One of the hottest trends in immunology--injecting DNA as a vaccine--may actually have been invented millions of years ago. In tomorrow's Nature, a team led by immunologist Rolf Zinkernagel from the University Hospital in Zurich, Switzerland, suggests that animals may gain lifelong immunity to some viral infections by retaining a bit of viral DNA inside their cells like a souvenir.

After the body has defeated a viral or bacterial invasion, the immune system usually starts losing its memory of the attacker as the last invaders fade away. Yet, after mice have beaten an infection with the lymphocytic choriomeningitis virus (LCMV), they remain immune--even long after the virus has vanished from their bodies. The Swiss team decided to check the mouse spleen cells for a possible long-term remnant of the infection: viral-looking DNA. To look for DNA was perhaps, as Zinkernagel puts it, "a crazy idea," because LCMV doesn't produce DNA at all; like many other viruses, it uses the slightly different RNA to perpetuate its genetic information.

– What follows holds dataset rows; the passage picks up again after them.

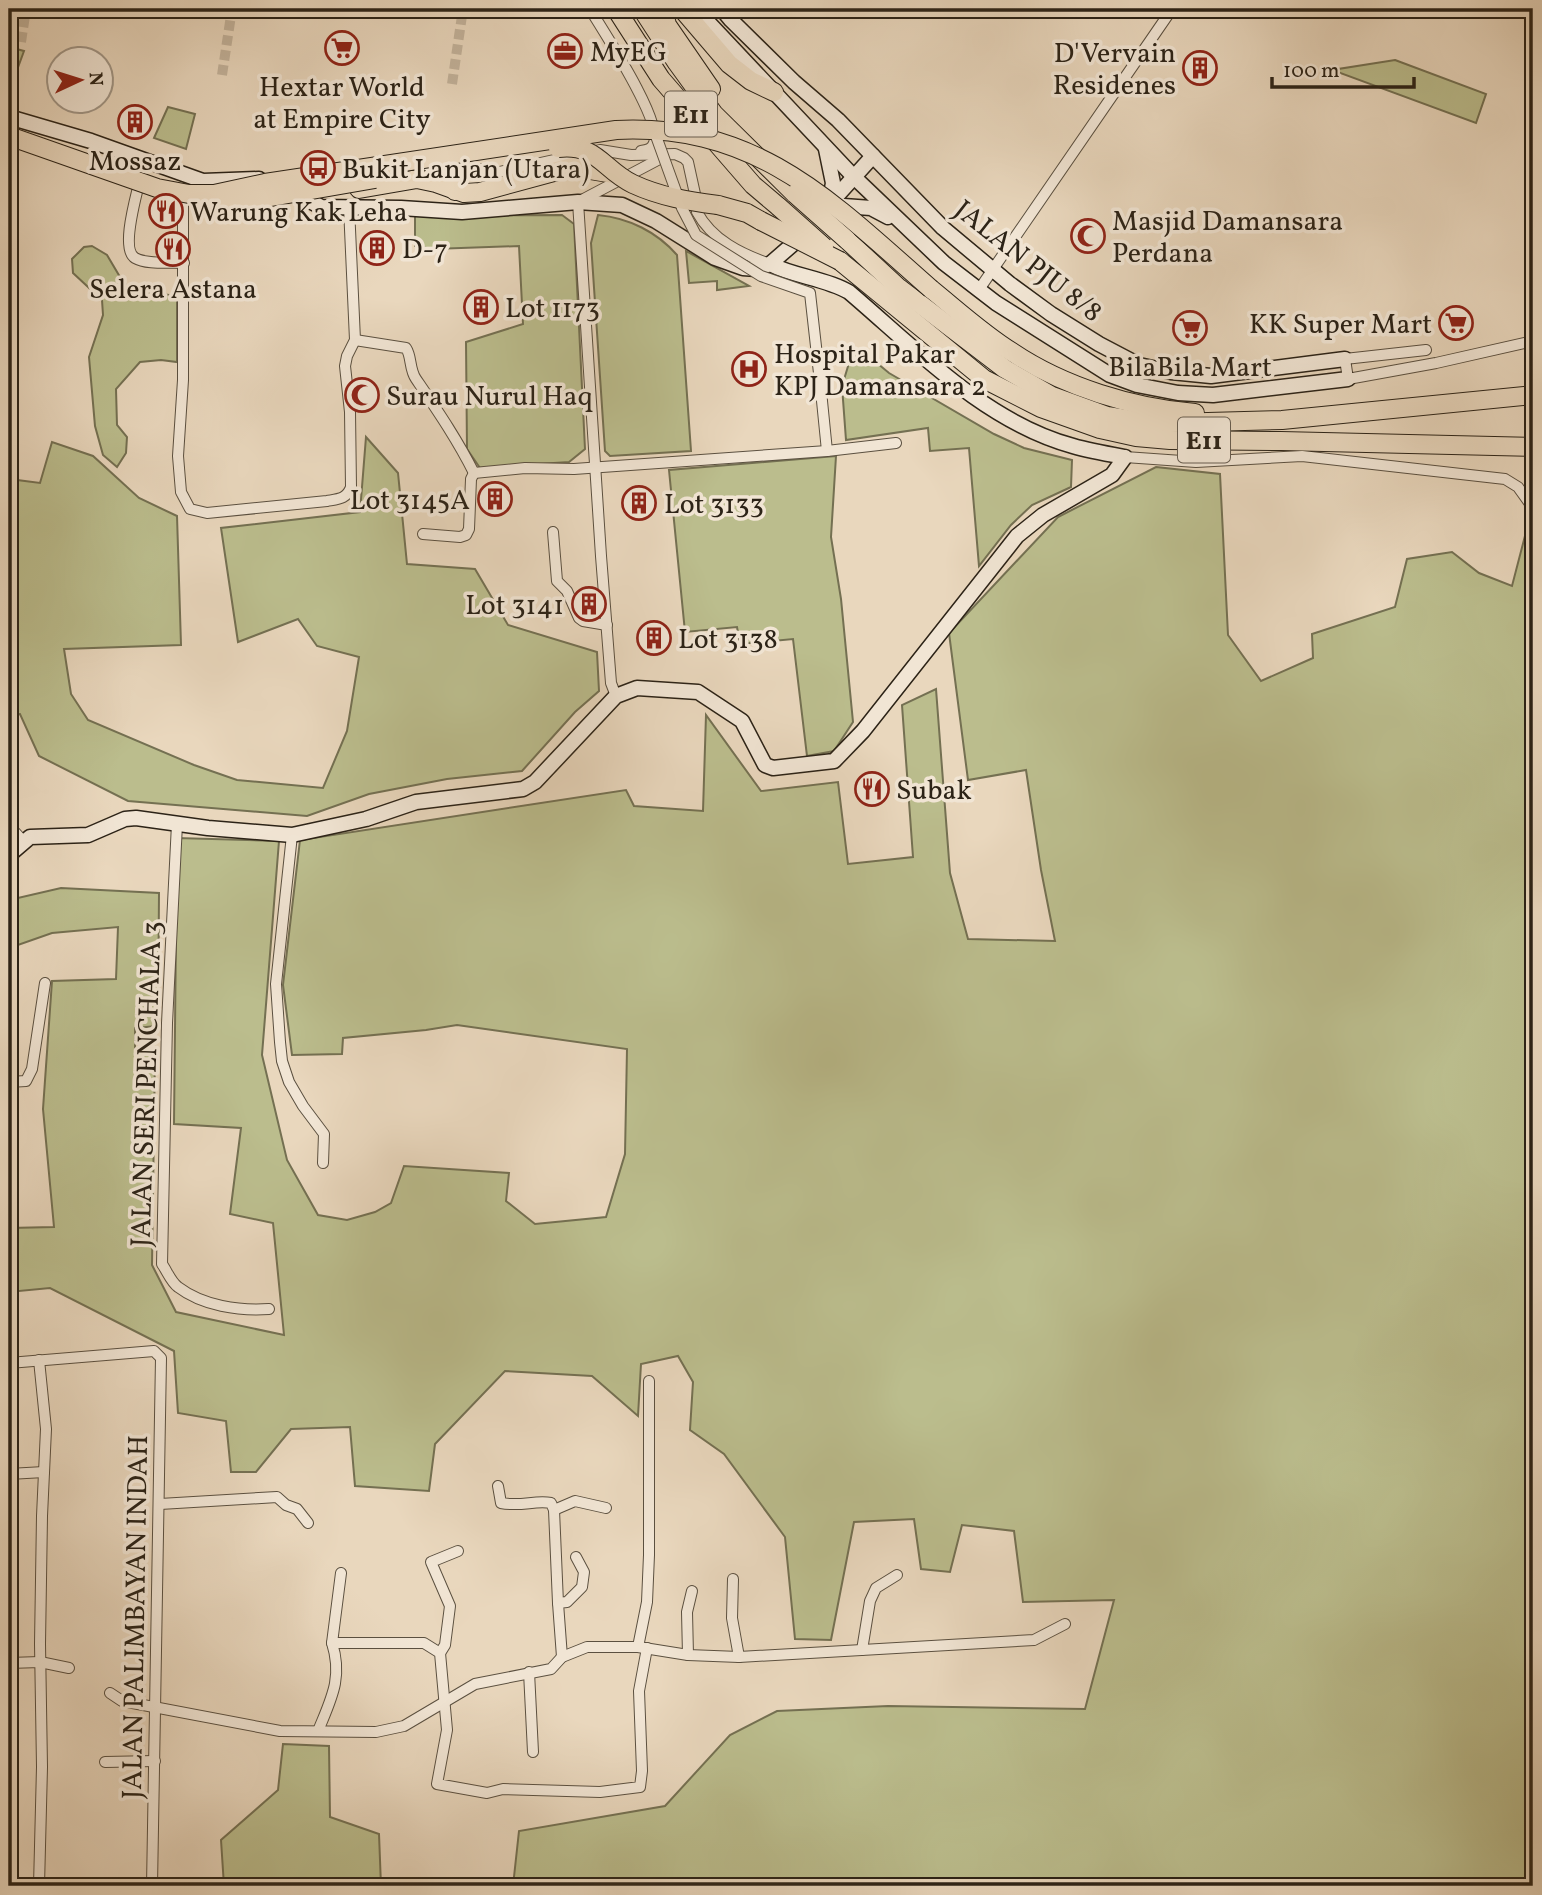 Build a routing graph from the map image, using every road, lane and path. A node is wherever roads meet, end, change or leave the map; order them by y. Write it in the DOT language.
graph roads {
  1 [pos="590,9"];
  2 [pos="616,9"];
  3 [pos="682,9"];
  4 [pos="698,9"];
  5 [pos="722,9"];
  6 [pos="1172,9"];
  7 [pos="648,10"];
  8 [pos="774,92"];
  9 [pos="9,117"];
  10 [pos="674,130"];
  11 [pos="656,136"];
  12 [pos="9,137"];
  13 [pos="9,148"];
  14 [pos="826,148"];
  15 [pos="634,149"];
  16 [pos="671,154"];
  17 [pos="873,156"];
  18 [pos="480,173"];
  19 [pos="141,175"];
  20 [pos="167,176"];
  21 [pos="854,177"];
  22 [pos="614,178"];
  23 [pos="261,179"];
  24 [pos="286,188"];
  25 [pos="183,190"];
  26 [pos="455,191"];
  27 [pos="695,194"];
  28 [pos="578,202"];
  29 [pos="622,205"];
  30 [pos="349,207"];
  31 [pos="826,208"];
  32 [pos="697,212"];
  33 [pos="902,224"];
  34 [pos="716,236"];
  35 [pos="696,240"];
  36 [pos="793,244"];
  37 [pos="840,261"];
  38 [pos="184,263"];
  39 [pos="770,264"];
  40 [pos="992,270"];
  41 [pos="978,291"];
  42 [pos="355,341"];
  43 [pos="1533,341"];
  44 [pos="1393,354"];
  45 [pos="1413,357"];
  46 [pos="1345,359"];
  47 [pos="1436,363"];
  48 [pos="1377,373"];
  49 [pos="1348,379"];
  50 [pos="1533,395"];
  51 [pos="1282,420"];
  52 [pos="896,443"];
  53 [pos="1533,447"];
  54 [pos="827,450"];
  55 [pos="1125,457"];
  56 [pos="595,467"];
  57 [pos="474,473"];
  58 [pos="1533,508"];
  59 [pos="553,532"];
  60 [pos="423,534"];
  61 [pos="607,625"];
  62 [pos="616,696"];
  63 [pos="177,824"];
  64 [pos="9,828"];
  65 [pos="292,835"];
  66 [pos="24,842"];
  67 [pos="9,855"];
  68 [pos="45,984"];
  69 [pos="9,1082"];
  70 [pos="323,1163"];
  71 [pos="269,1309"];
  72 [pos="39,1360"];
  73 [pos="9,1363"];
  74 [pos="649,1381"];
  75 [pos="44,1472"];
  76 [pos="9,1474"];
  77 [pos="498,1486"];
  78 [pos="160,1504"];
  79 [pos="606,1508"];
  80 [pos="554,1510"];
  81 [pos="308,1523"];
  82 [pos="458,1551"];
  83 [pos="576,1557"];
  84 [pos="341,1573"];
  85 [pos="897,1575"];
  86 [pos="733,1579"];
  87 [pos="692,1591"];
  88 [pos="558,1603"];
  89 [pos="1065,1624"];
  90 [pos="332,1643"];
  91 [pos="643,1647"];
  92 [pos="862,1650"];
  93 [pos="440,1653"];
  94 [pos="688,1655"];
  95 [pos="562,1657"];
  96 [pos="739,1657"];
  97 [pos="40,1662"];
  98 [pos="9,1663"];
  99 [pos="69,1668"];
  100 [pos="529,1672"];
  101 [pos="110,1693"];
  102 [pos="445,1702"];
  103 [pos="155,1707"];
  104 [pos="318,1731"];
  105 [pos="533,1752"];
  106 [pos="155,1761"];
  107 [pos="104,1762"];
  108 [pos="39,1886"];
  109 [pos="152,1886"];
  1 -- 11 [label="street"];
  2 -- 37 [label="highway, E11, bridge"];
  3 -- 8 [label="highway"];
  4 -- 8 [label="street, JALAN PJU 8/8"];
  5 -- 17 [label="street, JALAN PJU 8/8"];
  6 -- 40 [label="street"];
  7 -- 51 [label="highway, E11, bridge"];
  8 -- 14 [label="street, JALAN PJU 8/8"];
  9 -- 20 [label="street"];
  10 -- 16 [label="street"];
  11 -- 15 [label="street"];
  11 -- 35 [label="street, bridge"];
  12 -- 19 [label="street"];
  12 -- 51 [label="highway, bridge"];
  13 -- 22 [label="highway, bridge"];
  14 -- 21 [label="street, JALAN PJU 8/8"];
  14 -- 31 [label="street"];
  16 -- 18 [label="street"];
  16 -- 22 [label="street"];
  16 -- 27 [label="street"];
  17 -- 21 [label="street"];
  17 -- 40 [label="street, JALAN PJU 8/8"];
  18 -- 23 [label="street"];
  18 -- 26 [label="highway"];
  19 -- 20 [label="street"];
  19 -- 38 [label="street"];
  20 -- 23 [label="street"];
  20 -- 25 [label="street"];
  21 -- 31 [label="street"];
  21 -- 33 [label="street, JALAN PJU 8/8"];
  22 -- 26 [label="highway"];
  22 -- 28 [label="street"];
  22 -- 29 [label="street"];
  22 -- 37 [label="highway, bridge"];
  24 -- 25 [label="street"];
  24 -- 26 [label="highway"];
  24 -- 30 [label="street"];
  25 -- 38 [label="street"];
  28 -- 29 [label="street"];
  28 -- 30 [label="street"];
  28 -- 56 [label="street"];
  29 -- 35 [label="street"];
  30 -- 42 [label="street"];
  31 -- 33 [label="street"];
  32 -- 34 [label="street"];
  33 -- 41 [label="street, JALAN PJU 8/8"];
  34 -- 35 [label="street"];
  34 -- 39 [label="street"];
  35 -- 39 [label="street"];
  35 -- 54 [label="street, bridge"];
  36 -- 39 [label="street"];
  37 -- 53 [label="highway, E11"];
  38 -- 42 [label="street"];
  39 -- 55 [label="street"];
  40 -- 41 [label="street"];
  40 -- 46 [label="street, JALAN PJU 8/8"];
  41 -- 49 [label="street, JALAN PJU 8/8"];
  42 -- 57 [label="street"];
  43 -- 47 [label="street"];
  44 -- 45 [label="street"];
  44 -- 45 [label="street, JALAN PJU 8/8"];
  44 -- 46 [label="street, JALAN PJU 8/8"];
  45 -- 47 [label="street"];
  45 -- 48 [label="street"];
  46 -- 49 [label="street"];
  47 -- 48 [label="street"];
  48 -- 49 [label="street, JALAN PJU 8/8"];
  50 -- 51 [label="highway, E11"];
  52 -- 54 [label="street"];
  54 -- 56 [label="street"];
  55 -- 58 [label="street"];
  55 -- 62 [label="street"];
  56 -- 57 [label="street"];
  56 -- 61 [label="street"];
  57 -- 60 [label="street"];
  59 -- 61 [label="street"];
  61 -- 62 [label="street"];
  62 -- 65 [label="street"];
  63 -- 65 [label="street"];
  63 -- 66 [label="street"];
  63 -- 71 [label="street, JALAN SERI PENCHALA 3"];
  64 -- 66 [label="street"];
  65 -- 70 [label="street"];
  66 -- 67 [label="street"];
  68 -- 69 [label="street"];
  72 -- 73 [label="street"];
  72 -- 75 [label="street"];
  72 -- 78 [label="street, JALAN PALIMBAYAN INDAH"];
  74 -- 91 [label="street"];
  75 -- 76 [label="street"];
  75 -- 97 [label="street"];
  77 -- 80 [label="street"];
  78 -- 81 [label="street"];
  78 -- 103 [label="street, JALAN PALIMBAYAN INDAH"];
  79 -- 80 [label="street"];
  80 -- 88 [label="street"];
  82 -- 93 [label="street"];
  83 -- 88 [label="street"];
  84 -- 90 [label="street"];
  85 -- 92 [label="street"];
  86 -- 96 [label="street"];
  87 -- 94 [label="street"];
  88 -- 95 [label="street"];
  89 -- 92 [label="street"];
  90 -- 93 [label="street"];
  90 -- 104 [label="street"];
  91 -- 94 [label="street"];
  91 -- 95 [label="street"];
  91 -- 102 [label="street"];
  92 -- 96 [label="street"];
  93 -- 102 [label="street"];
  94 -- 96 [label="street"];
  95 -- 100 [label="street"];
  97 -- 98 [label="street"];
  97 -- 99 [label="street"];
  97 -- 108 [label="street"];
  100 -- 102 [label="street"];
  100 -- 105 [label="street"];
  101 -- 103 [label="street"];
  102 -- 104 [label="street"];
  103 -- 104 [label="street"];
  103 -- 106 [label="street, JALAN PALIMBAYAN INDAH"];
  106 -- 107 [label="street"];
  106 -- 109 [label="street, JALAN PALIMBAYAN INDAH"];
}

To their surprise, the team did find DNA "copies" of viral RNA in mouse cells until at least 225 days after infection. The copies were made from RNA by the enzyme reverse transcriptase (RT), since an RT inhibitor blocked viral DNA production in infected cells. Perhaps, the Swiss team suggests, the animals use RT to make the viral DNA, in order to keep their immune systems alert after the virus is gone. This idea was bolstered by the finding that viral DNA production also took place in cells from another natural LCMV host, the hamster, but not in human, monkey, dog, or cow cells, which are not susceptible to the virus.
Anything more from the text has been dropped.